Listed entries:
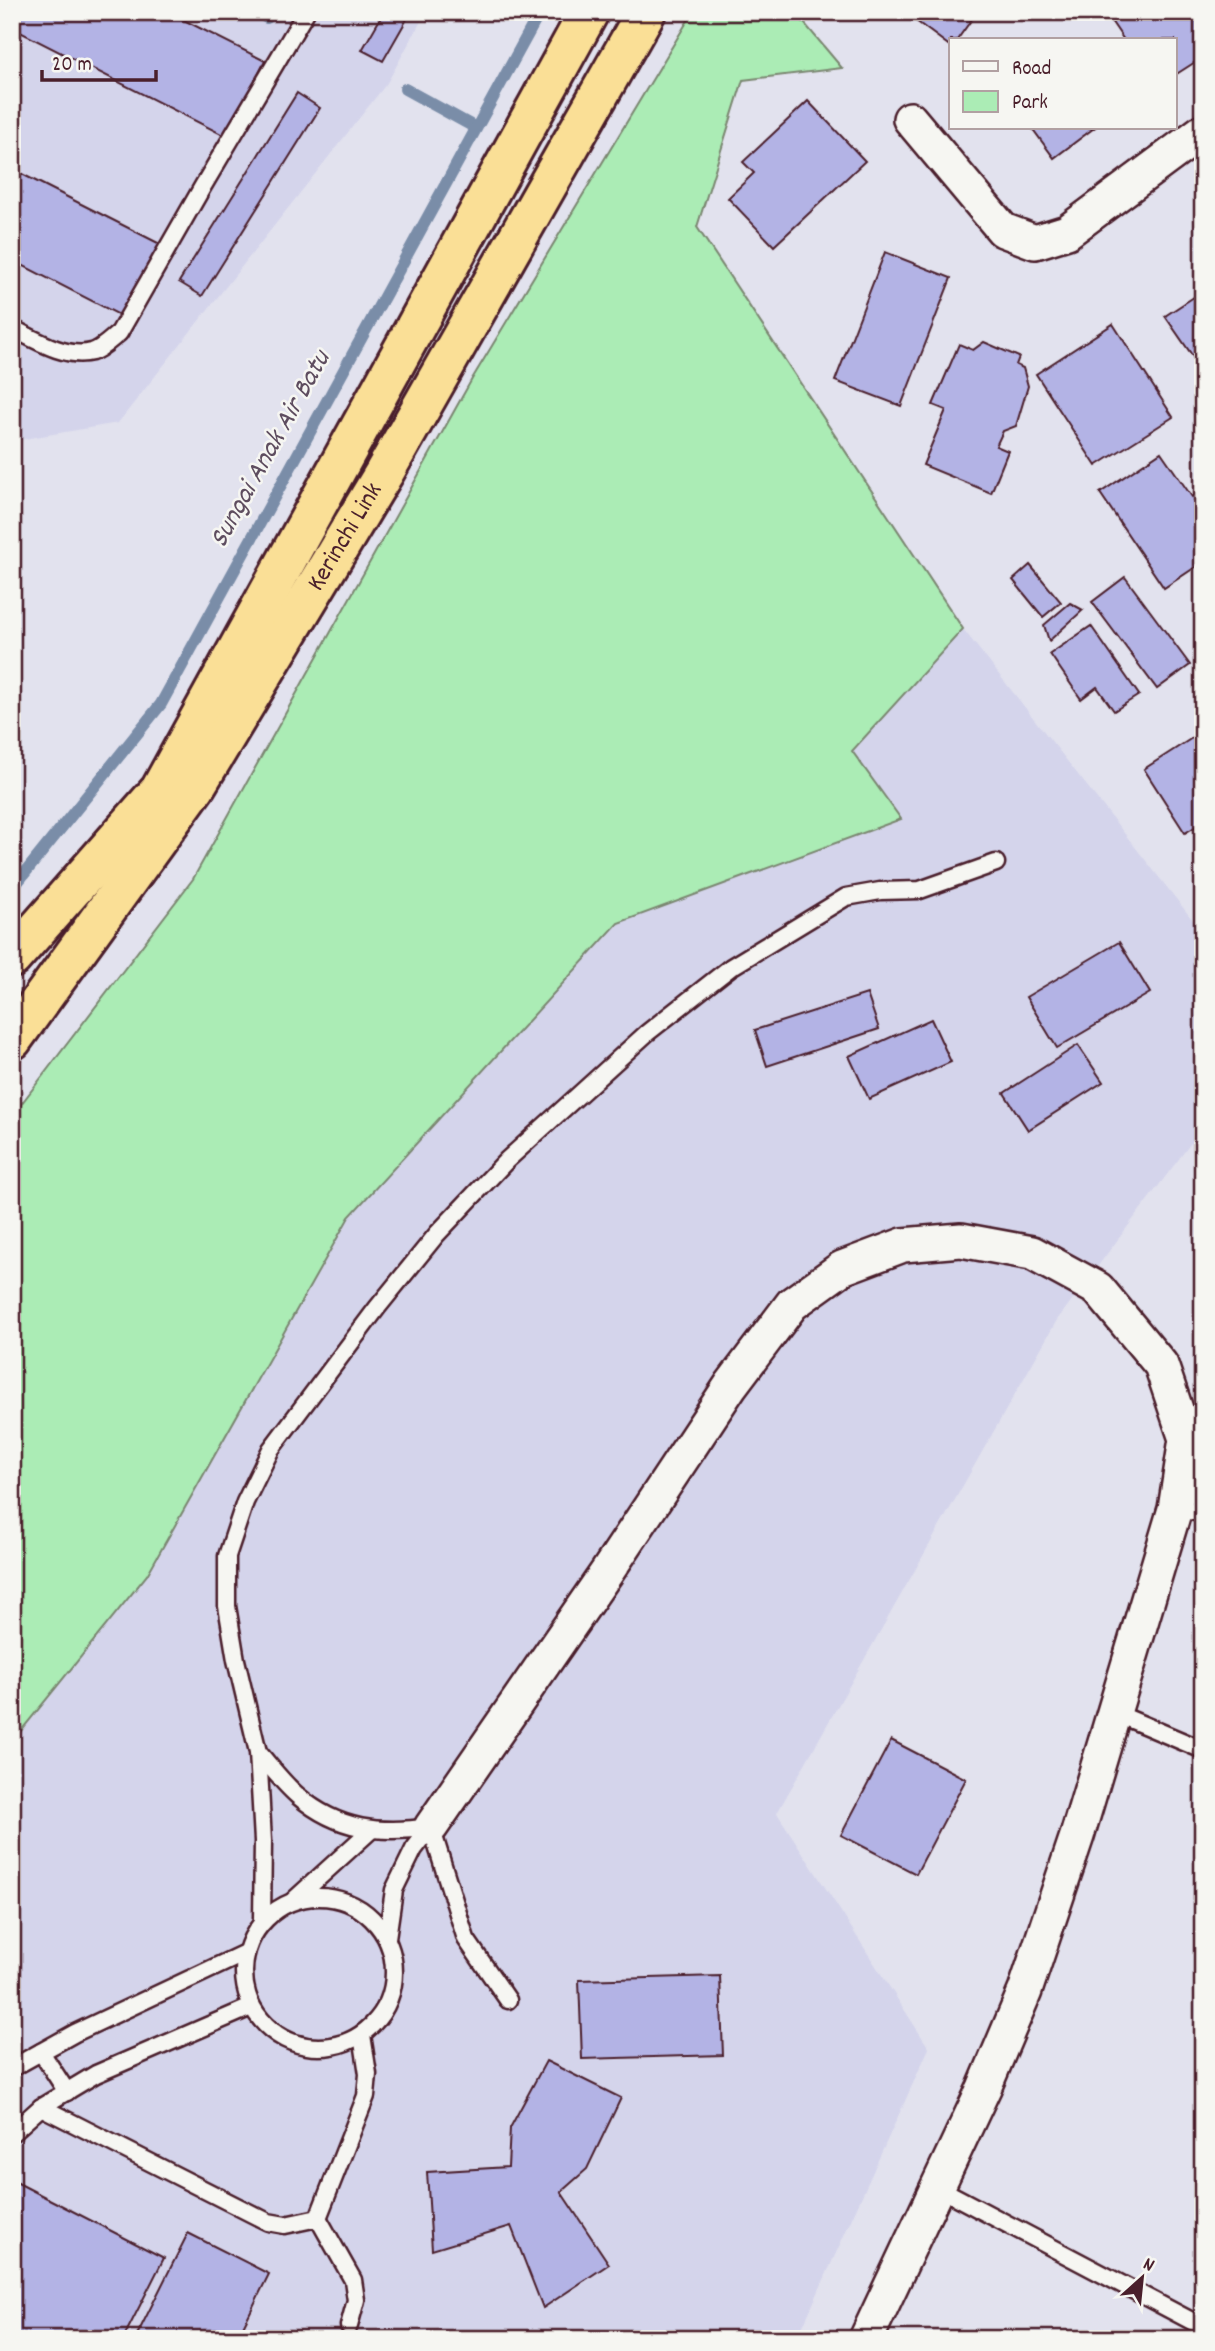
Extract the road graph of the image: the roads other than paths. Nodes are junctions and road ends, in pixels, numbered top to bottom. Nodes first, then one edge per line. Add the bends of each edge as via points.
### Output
1 (306, 12) edge
2 (589, 12) edge
3 (646, 12) edge
4 (910, 119) dead end
5 (1203, 131) edge
6 (12, 328) edge
7 (996, 863) dead end
8 (12, 957) edge
9 (12, 1040) edge
10 (1189, 1511) edge
11 (1113, 1713) junction
12 (1203, 1750) edge
13 (258, 1752) junction
14 (431, 1827) junction
15 (370, 1830) junction
16 (292, 1901) junction
17 (262, 1921) junction
18 (387, 1938) junction
19 (246, 1953) junction
20 (508, 2000) dead end
21 (251, 2007) junction
22 (362, 2035) junction
23 (41, 2052) junction
24 (12, 2068) edge
25 (67, 2092) junction
26 (41, 2108) junction
27 (12, 2133) edge
28 (937, 2187) junction
29 (318, 2218) junction
30 (349, 2326) dead end
31 (1203, 2327) edge
32 (866, 2339) edge

1 - 6 lane via 119,332 91,352 75,352 48,346
2 - 8 highway, Kerinchi Link via 160,790
3 - 9 highway, Kerinchi Link via 384,473 196,786
4 - 5 street via 1003,230 1035,242 1067,232
7 - 13 lane via 920,890 846,897 731,967 647,1032 507,1160 437,1234 271,1449 244,1502 227,1556 227,1606
10 - 11 street
10 - 14 street via 1186,1439 1161,1364 1098,1289 1032,1253 961,1240 903,1245 842,1268 792,1304 731,1385
11 - 12 lane
11 - 28 street via 1025,1991
13 - 15 lane via 298,1796 321,1813
13 - 17 lane
14 - 15 lane
14 - 18 lane via 414,1849 394,1890
14 - 20 lane via 466,1939
15 - 16 lane
16 - 17 lane
16 - 18 lane via 314,1897 357,1906
17 - 19 lane
18 - 22 lane via 395,1980 378,2021
19 - 21 lane via 243,1972
19 - 23 lane
21 - 22 lane via 267,2028 313,2048 339,2046
21 - 25 lane via 96,2074
22 - 29 lane via 366,2096
23 - 24 lane
23 - 25 lane
25 - 26 lane
26 - 27 lane
26 - 29 lane via 268,2222 285,2225
28 - 31 lane
28 - 32 street
29 - 30 lane via 353,2280 356,2300

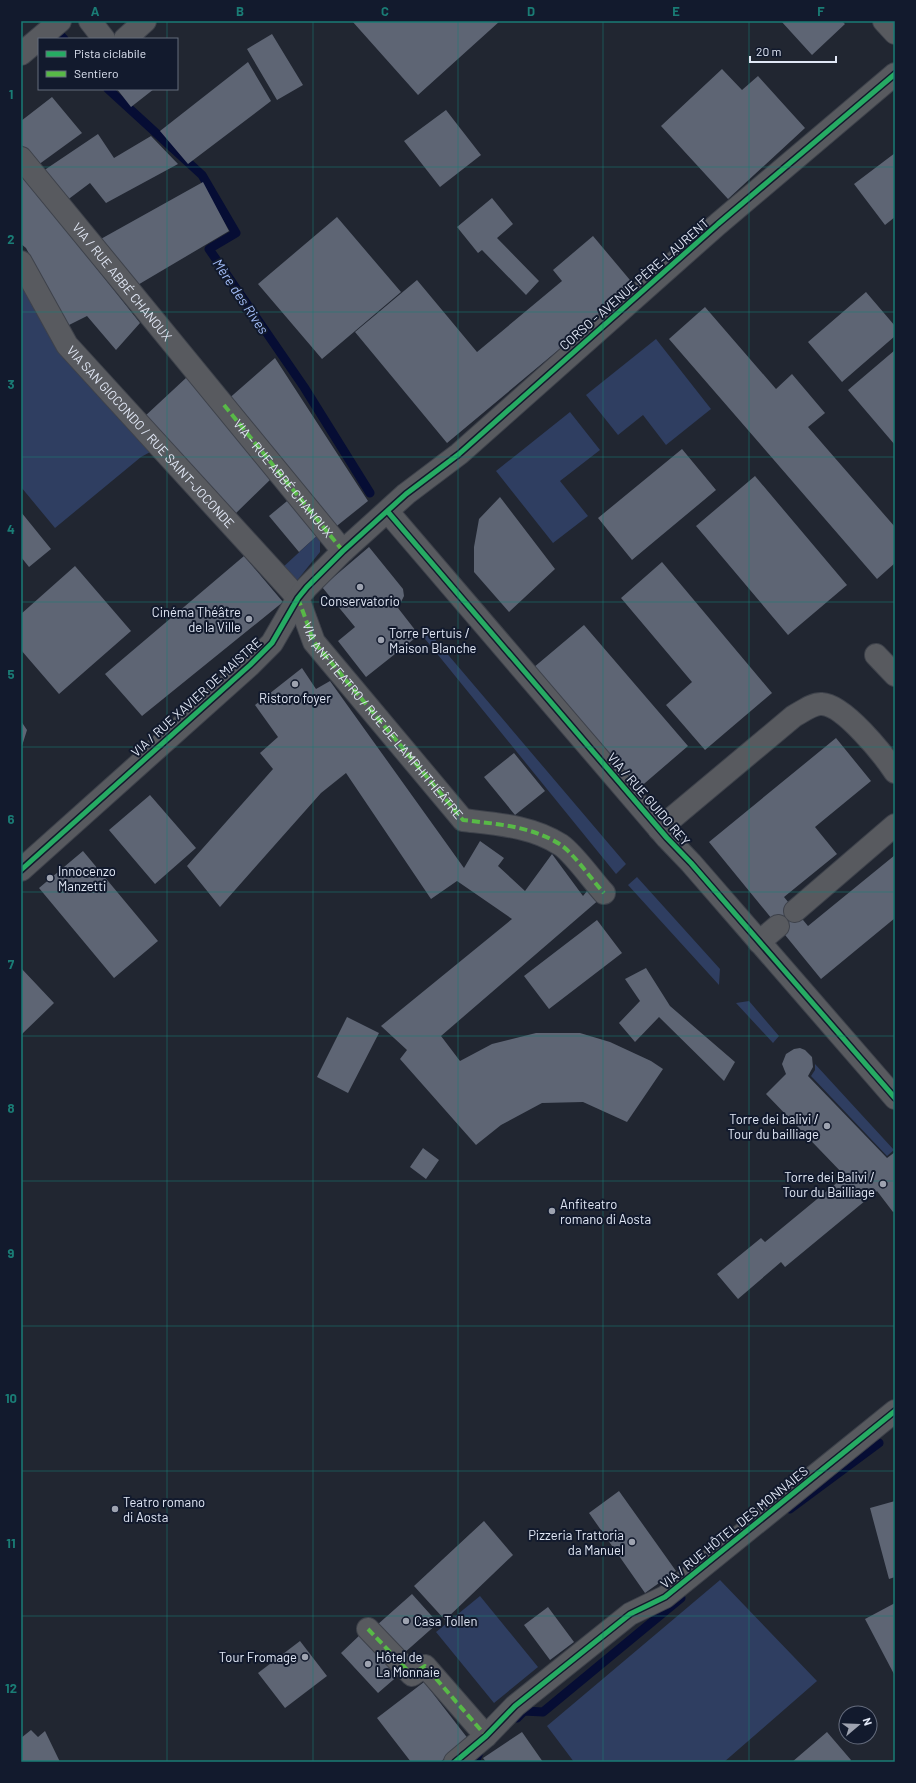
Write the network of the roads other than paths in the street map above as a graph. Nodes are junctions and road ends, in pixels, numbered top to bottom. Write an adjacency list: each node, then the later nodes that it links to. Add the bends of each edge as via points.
1 (90, 21): 7 (street)
2 (145, 21): 8 (street)
3 (884, 21): 5 (street)
4 (56, 24): 6 (street)
5 (895, 33)
6 (40, 38)
7 (103, 38)
8 (126, 38)
9 (38, 39): 10 (street)
10 (21, 54)
11 (895, 74): 15 (street, CORSO - AVENUE PÈRE-LAURENT, via 718,224 460,454 406,494)
12 (21, 158): 14 (street, VIA / RUE ABBÉ CHANOUX)
13 (21, 262): 17 (street, VIA SAN GIOCONDO / RUE SAINT-JOCONDE, via 68,345)
14 (224, 405): 16 (street, VIA - RUE ABBÉ CHANOUX)
15 (388, 512): 16 (street, VIA / RUE XAVIER DE MAISTRE); 22 (street, VIA / RUE GUIDO REY)
16 (343, 551): 17 (street, VIA / RUE XAVIER DE MAISTRE)
17 (298, 598): 23 (street, VIA / RUE XAVIER DE MAISTRE, via 272,643 250,665); 24 (street, VIA ANFITEATRO / RUE DE L'AMPHITHÉÂTRE, via 314,642 463,820 536,832 562,846)
18 (876, 655): 19 (street)
19 (895, 675)
20 (895, 772): 22 (street, via 859,729 838,710 822,704 813,706 794,716)
21 (895, 824): 25 (street)
22 (659, 829): 27 (street, VIA / RUE GUIDO REY)
23 (21, 870)
24 (604, 893)
25 (795, 911)
26 (778, 926): 27 (street)
27 (759, 942): 28 (street, VIA / RUE GUIDO REY)
28 (895, 1098)
29 (895, 1411): 31 (street, VIA / RUE HÔTEL DES MONNAIES, via 665,1597 630,1614 515,1706)
30 (368, 1629): 31 (street, via 412,1674 425,1666)
31 (486, 1736): 32 (street, VIA / RUE HÔTEL DES MONNAIES)
32 (455, 1762)

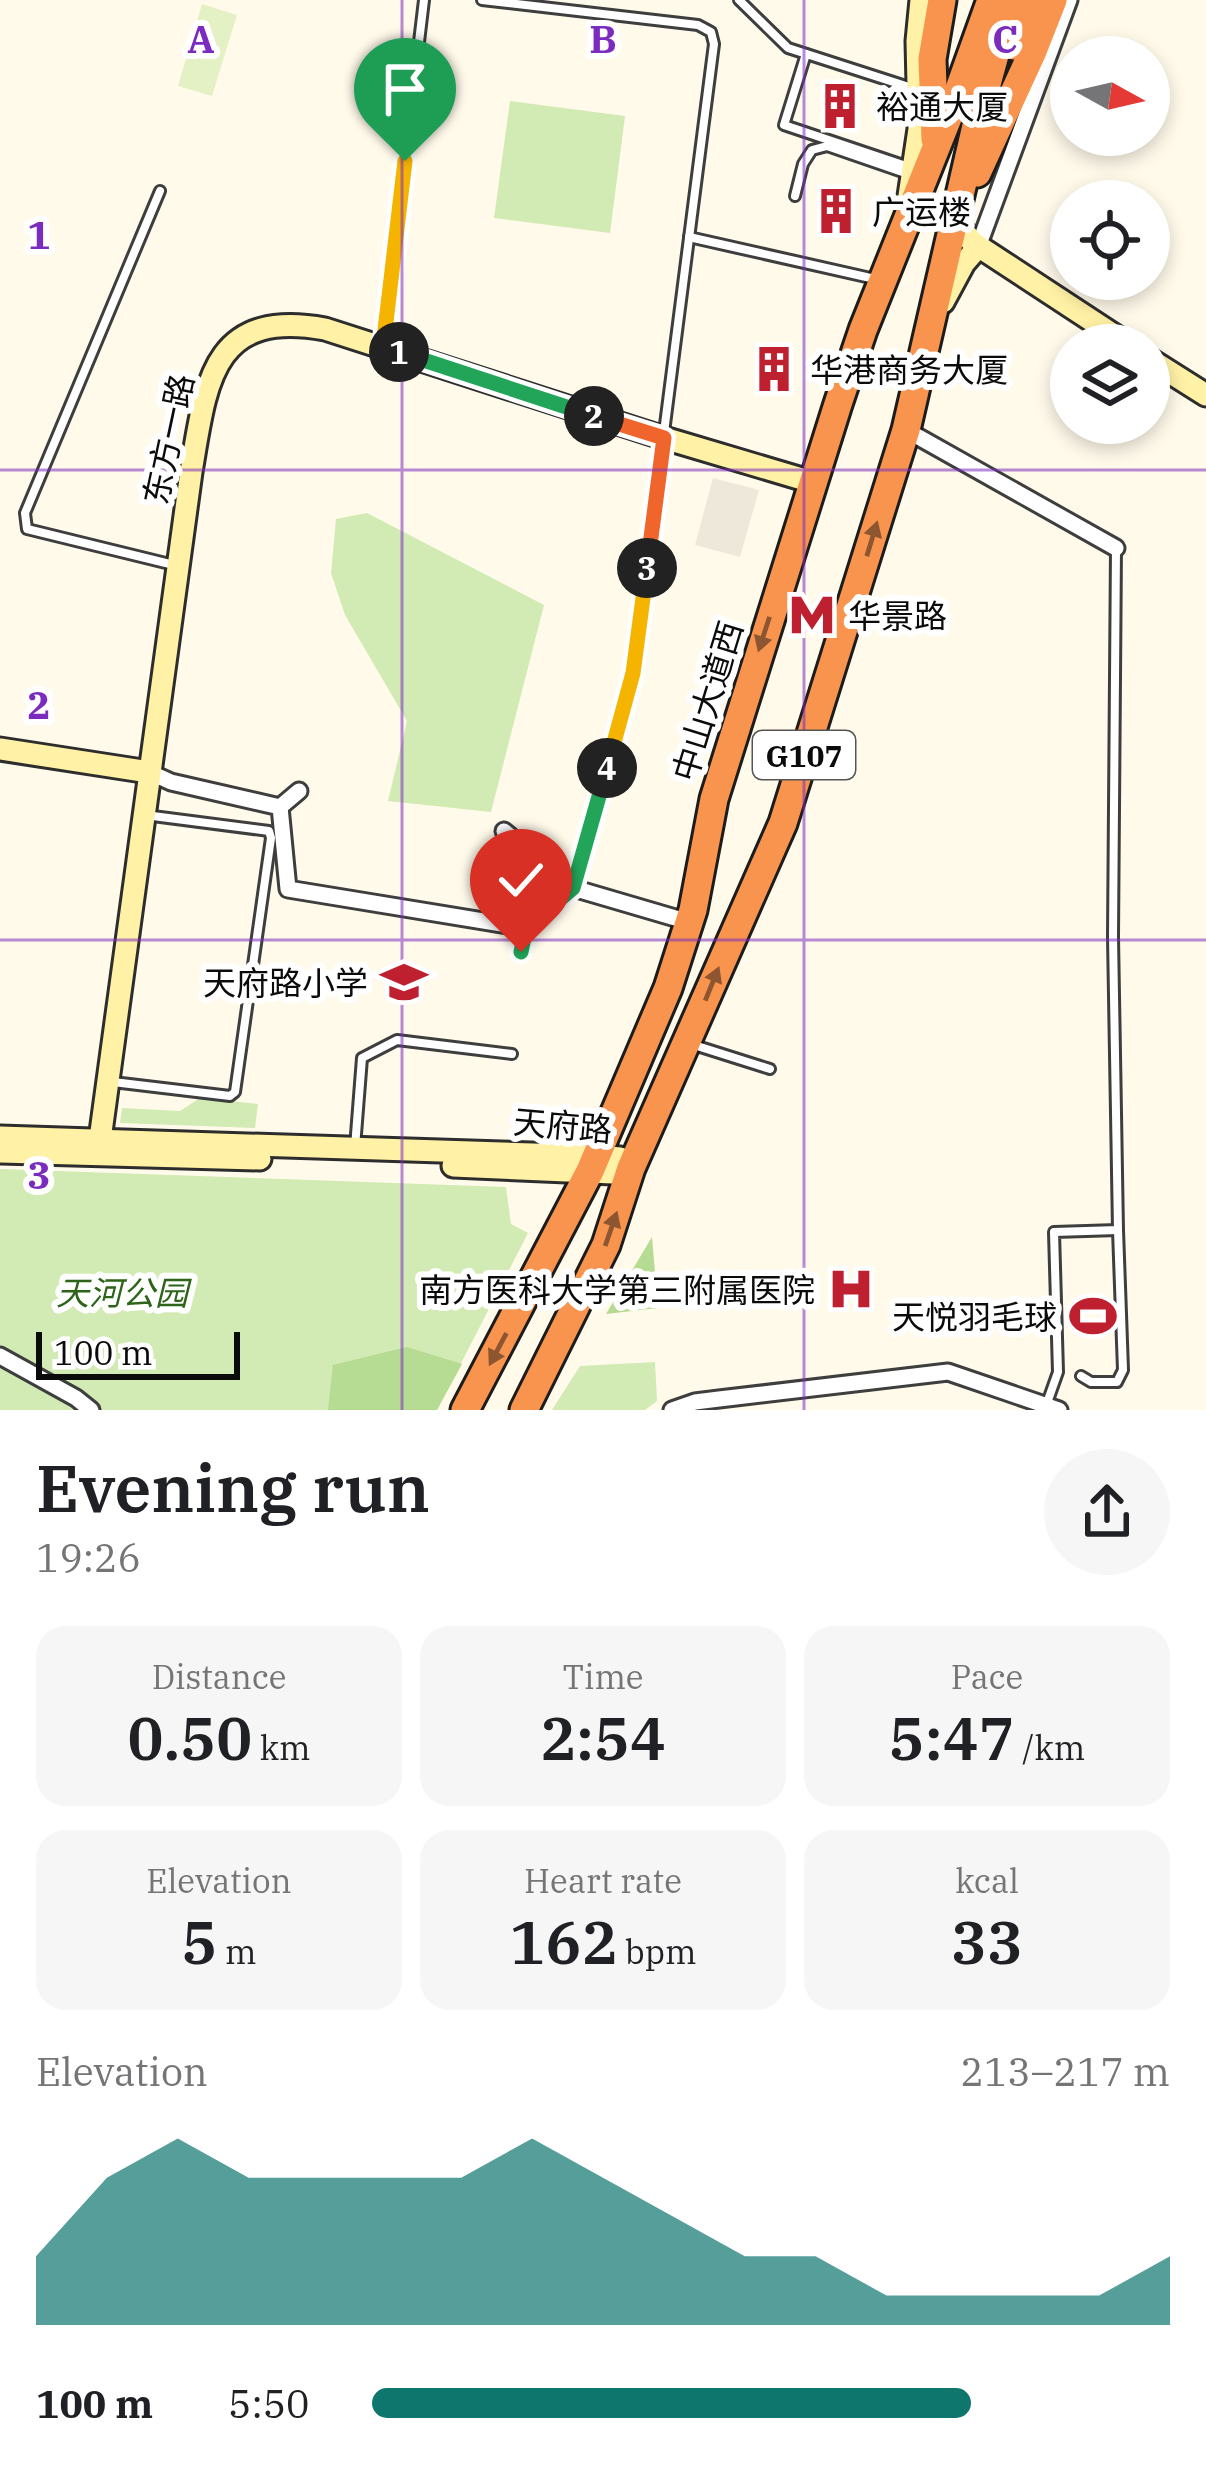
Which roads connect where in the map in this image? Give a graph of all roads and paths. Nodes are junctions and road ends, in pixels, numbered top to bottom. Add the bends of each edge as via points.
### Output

Work request: Your answer should contain all the material above, written out exactly, and none of the pictures.

Result of this exercise:
Extract the road graph of the image: the roads other than paths. Nodes are junctions and road ends, in pixels, numbered top to bottom. Nodes first, then one edge per line. Add the bends of each edge as via points.
### Output
1 (306, 12) edge
2 (589, 12) edge
3 (646, 12) edge
4 (910, 119) dead end
5 (1203, 131) edge
6 (12, 328) edge
7 (996, 863) dead end
8 (12, 957) edge
9 (12, 1040) edge
10 (1189, 1511) edge
11 (1113, 1713) junction
12 (1203, 1750) edge
13 (258, 1752) junction
14 (431, 1827) junction
15 (370, 1830) junction
16 (292, 1901) junction
17 (262, 1921) junction
18 (387, 1938) junction
19 (246, 1953) junction
20 (508, 2000) dead end
21 (251, 2007) junction
22 (362, 2035) junction
23 (41, 2052) junction
24 (12, 2068) edge
25 (67, 2092) junction
26 (41, 2108) junction
27 (12, 2133) edge
28 (937, 2187) junction
29 (318, 2218) junction
30 (349, 2326) dead end
31 (1203, 2327) edge
32 (866, 2339) edge

1 - 6 lane via 119,332 91,352 75,352 48,346
2 - 8 highway, Kerinchi Link via 160,790
3 - 9 highway, Kerinchi Link via 384,473 196,786
4 - 5 street via 1003,230 1035,242 1067,232
7 - 13 lane via 920,890 846,897 731,967 647,1032 507,1160 437,1234 271,1449 244,1502 227,1556 227,1606
10 - 11 street
10 - 14 street via 1186,1439 1161,1364 1098,1289 1032,1253 961,1240 903,1245 842,1268 792,1304 731,1385
11 - 12 lane
11 - 28 street via 1025,1991
13 - 15 lane via 298,1796 321,1813
13 - 17 lane
14 - 15 lane
14 - 18 lane via 414,1849 394,1890
14 - 20 lane via 466,1939
15 - 16 lane
16 - 17 lane
16 - 18 lane via 314,1897 357,1906
17 - 19 lane
18 - 22 lane via 395,1980 378,2021
19 - 21 lane via 243,1972
19 - 23 lane
21 - 22 lane via 267,2028 313,2048 339,2046
21 - 25 lane via 96,2074
22 - 29 lane via 366,2096
23 - 24 lane
23 - 25 lane
25 - 26 lane
26 - 27 lane
26 - 29 lane via 268,2222 285,2225
28 - 31 lane
28 - 32 street
29 - 30 lane via 353,2280 356,2300

Write the network of the roads other than paths in the street map above as a graph. Nodes are junctions and road ends, in pixels, numbered top to bottom. Write an adjacency list: each node, then the later nodes that it links to. Add the bends of each edge as via points.
1 (90, 21): 7 (street)
2 (145, 21): 8 (street)
3 (884, 21): 5 (street)
4 (56, 24): 6 (street)
5 (895, 33)
6 (40, 38)
7 (103, 38)
8 (126, 38)
9 (38, 39): 10 (street)
10 (21, 54)
11 (895, 74): 15 (street, CORSO - AVENUE PÈRE-LAURENT, via 718,224 460,454 406,494)
12 (21, 158): 14 (street, VIA / RUE ABBÉ CHANOUX)
13 (21, 262): 17 (street, VIA SAN GIOCONDO / RUE SAINT-JOCONDE, via 68,345)
14 (224, 405): 16 (street, VIA - RUE ABBÉ CHANOUX)
15 (388, 512): 16 (street, VIA / RUE XAVIER DE MAISTRE); 22 (street, VIA / RUE GUIDO REY)
16 (343, 551): 17 (street, VIA / RUE XAVIER DE MAISTRE)
17 (298, 598): 23 (street, VIA / RUE XAVIER DE MAISTRE, via 272,643 250,665); 24 (street, VIA ANFITEATRO / RUE DE L'AMPHITHÉÂTRE, via 314,642 463,820 536,832 562,846)
18 (876, 655): 19 (street)
19 (895, 675)
20 (895, 772): 22 (street, via 859,729 838,710 822,704 813,706 794,716)
21 (895, 824): 25 (street)
22 (659, 829): 27 (street, VIA / RUE GUIDO REY)
23 (21, 870)
24 (604, 893)
25 (795, 911)
26 (778, 926): 27 (street)
27 (759, 942): 28 (street, VIA / RUE GUIDO REY)
28 (895, 1098)
29 (895, 1411): 31 (street, VIA / RUE HÔTEL DES MONNAIES, via 665,1597 630,1614 515,1706)
30 (368, 1629): 31 (street, via 412,1674 425,1666)
31 (486, 1736): 32 (street, VIA / RUE HÔTEL DES MONNAIES)
32 (455, 1762)

Which roads connect where in the map in this image? Give a graph of all roads and paths. Nodes are junctions and road ends, in pixels, numbered top to bottom. Add the bends of each edge as via points.
### Output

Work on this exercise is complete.